Figure 15 displays the delay curve, which shows that fog computing reduces the overall delay. The reduction is not significant with fewer than 100 nodes, and, when there are fewer than 50 mobile phones, the delay is negligible, less than a second. However, as the number of requests increase, the delay with fog computing is almost half of that with cloud-only computing.

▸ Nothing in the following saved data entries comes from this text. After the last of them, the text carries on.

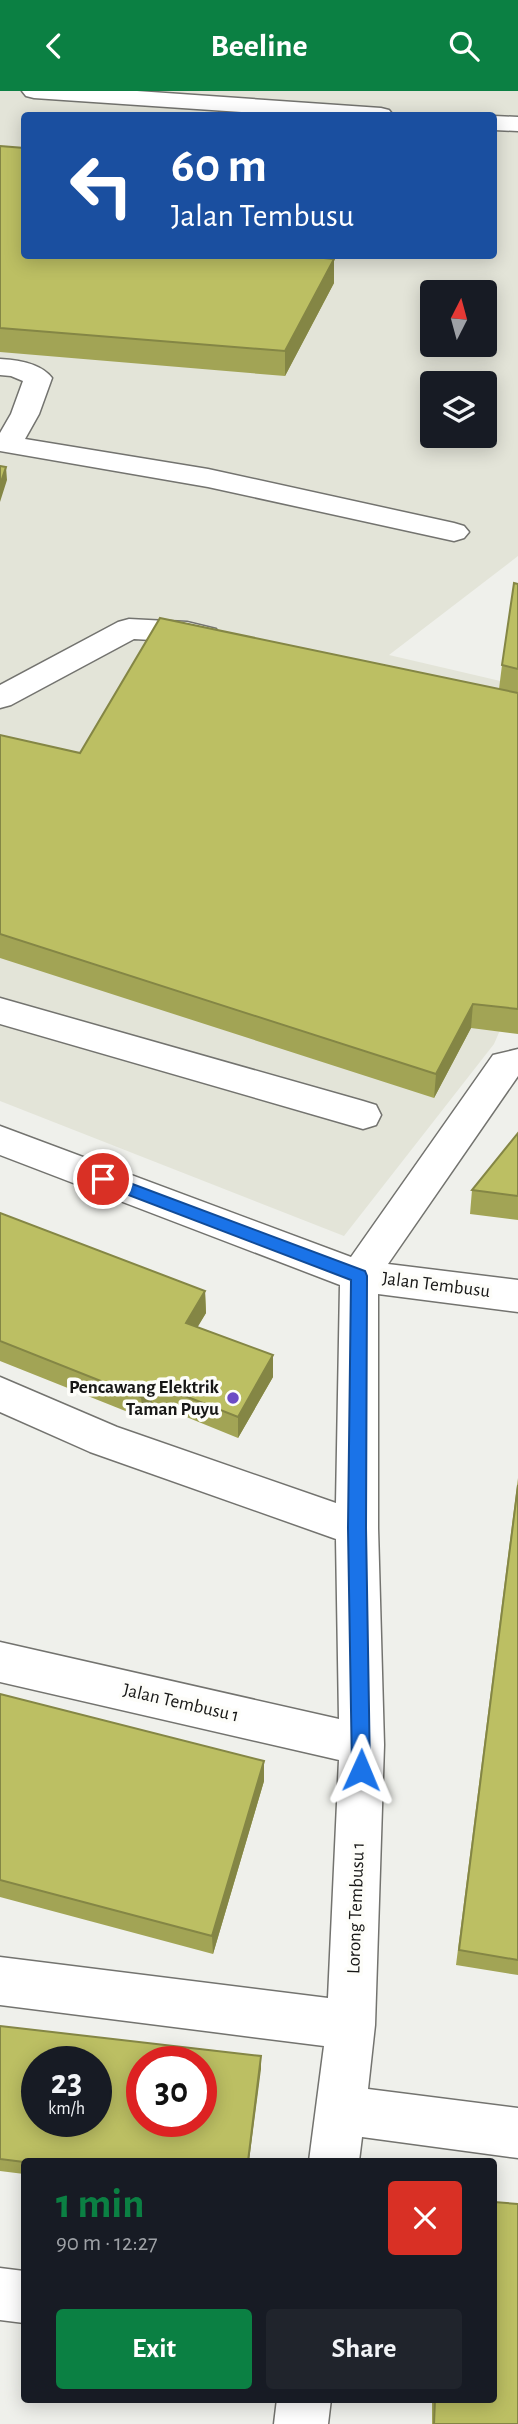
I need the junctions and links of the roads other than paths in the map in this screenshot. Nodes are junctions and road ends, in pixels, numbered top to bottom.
1 (34, 91) edge
2 (238, 111) edge
3 (274, 112) edge
4 (497, 123) edge
5 (518, 124) edge
6 (0, 367) edge
7 (4, 443) edge
8 (454, 532) dead end
9 (227, 641) edge
10 (0, 698) edge
11 (0, 1011) edge
12 (518, 1062) edge
13 (363, 1115) dead end
14 (0, 1140) edge
15 (359, 1276) junction
16 (518, 1296) edge
17 (0, 1394) edge
18 (357, 1528) junction
19 (0, 1662) edge
20 (362, 1745) junction
21 (0, 1981) edge
22 (351, 2025) junction
23 (341, 2111) junction
24 (518, 2133) edge
25 (334, 2158) edge
26 (0, 2294) edge
27 (21, 2297) edge
28 (304, 2403) edge
29 (301, 2424) edge

1 - 2 street
2 - 3 street
4 - 5 street
6 - 7 street
7 - 8 street
9 - 10 street
11 - 13 street
12 - 15 street
14 - 15 street, Jalan Tembusu
15 - 16 street, Jalan Tembusu
15 - 18 street, Lorong Tembusu 1
17 - 18 street
18 - 20 street, Lorong Tembusu 1
19 - 20 street, Jalan Tembusu 1
20 - 22 street, Lorong Tembusu 1
21 - 22 street
22 - 23 street, Lorong Tembusu 1
23 - 24 street
23 - 25 street, Lorong Tembusu 1
26 - 27 street
28 - 29 street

Finally, with regard to study design, we assess both the internal validity and external validity of our study. Internal validity, in our context, focuses on two primary threats. Firstly, it pertains to the suitability of the dataset for training the algorithms. We have chosen a database containing 30 parking lots, for providing data for algorithm training. Secondly, it relates to the comparison of selected machine learning algorithms. To address this concern, we have opted for the most successful techniques commonly employed in the literature. External validity, in the context of our study, revolves around result generalization. There is a risk that the machine learning model may not perform effectively when applied to a parking lot not included in the database. However, we have implemented two strategies to mitigate this risk. Firstly, we selected machine learning algorithms known for their ability to recognize significant patterns in data, especially over extended periods, such as in time series analysis. These algorithms typically offer better generalization compared with more traditional methods like simple regression. Consequently, we anticipate that other parking lots will exhibit similar patterns to those on which the algorithm was trained. Secondly, even if generalization to other parking lots proves challenging, our fog nodes incorporate a retraining module. This module allows the algorithm to adapt to specific parking lots in the event of significant error levels, ensuring continued performance optimization.

5. Conclusions

In this study, we proposed a fog computing architecture that employs a ML algorithm based on a modified AdaBoost to forecast parking slot availability in advance. We used Tukey’s biweight to calculate the output of the AdaBoost algorithm, denoted in this paper as TAdaBoost. To enable interaction with the fog nodes, a mobile application was developed. We evaluated the performance of the prediction model using a real-world database of parking lot usage. Our findings indicated that the TAdaBoost algorithm outperformed other methods in terms of R2 score, MAE, and RMSE. The simulation tests showed that the response delay was reduced, as the number of nodes in the net increased, when using the fog modules in conjunction with the cloud, compared with using the cloud only, as shown by the performance curves in Figure 15. Our results indicate that integrating ML algorithms based on fog computing architecture can be an effective approach to solving complex prediction problems in real-world applications. Future work is suggested to focus research on adding more services to the fog and cloud servers, such as the ability to display real-time images of the parking lot occupancy status.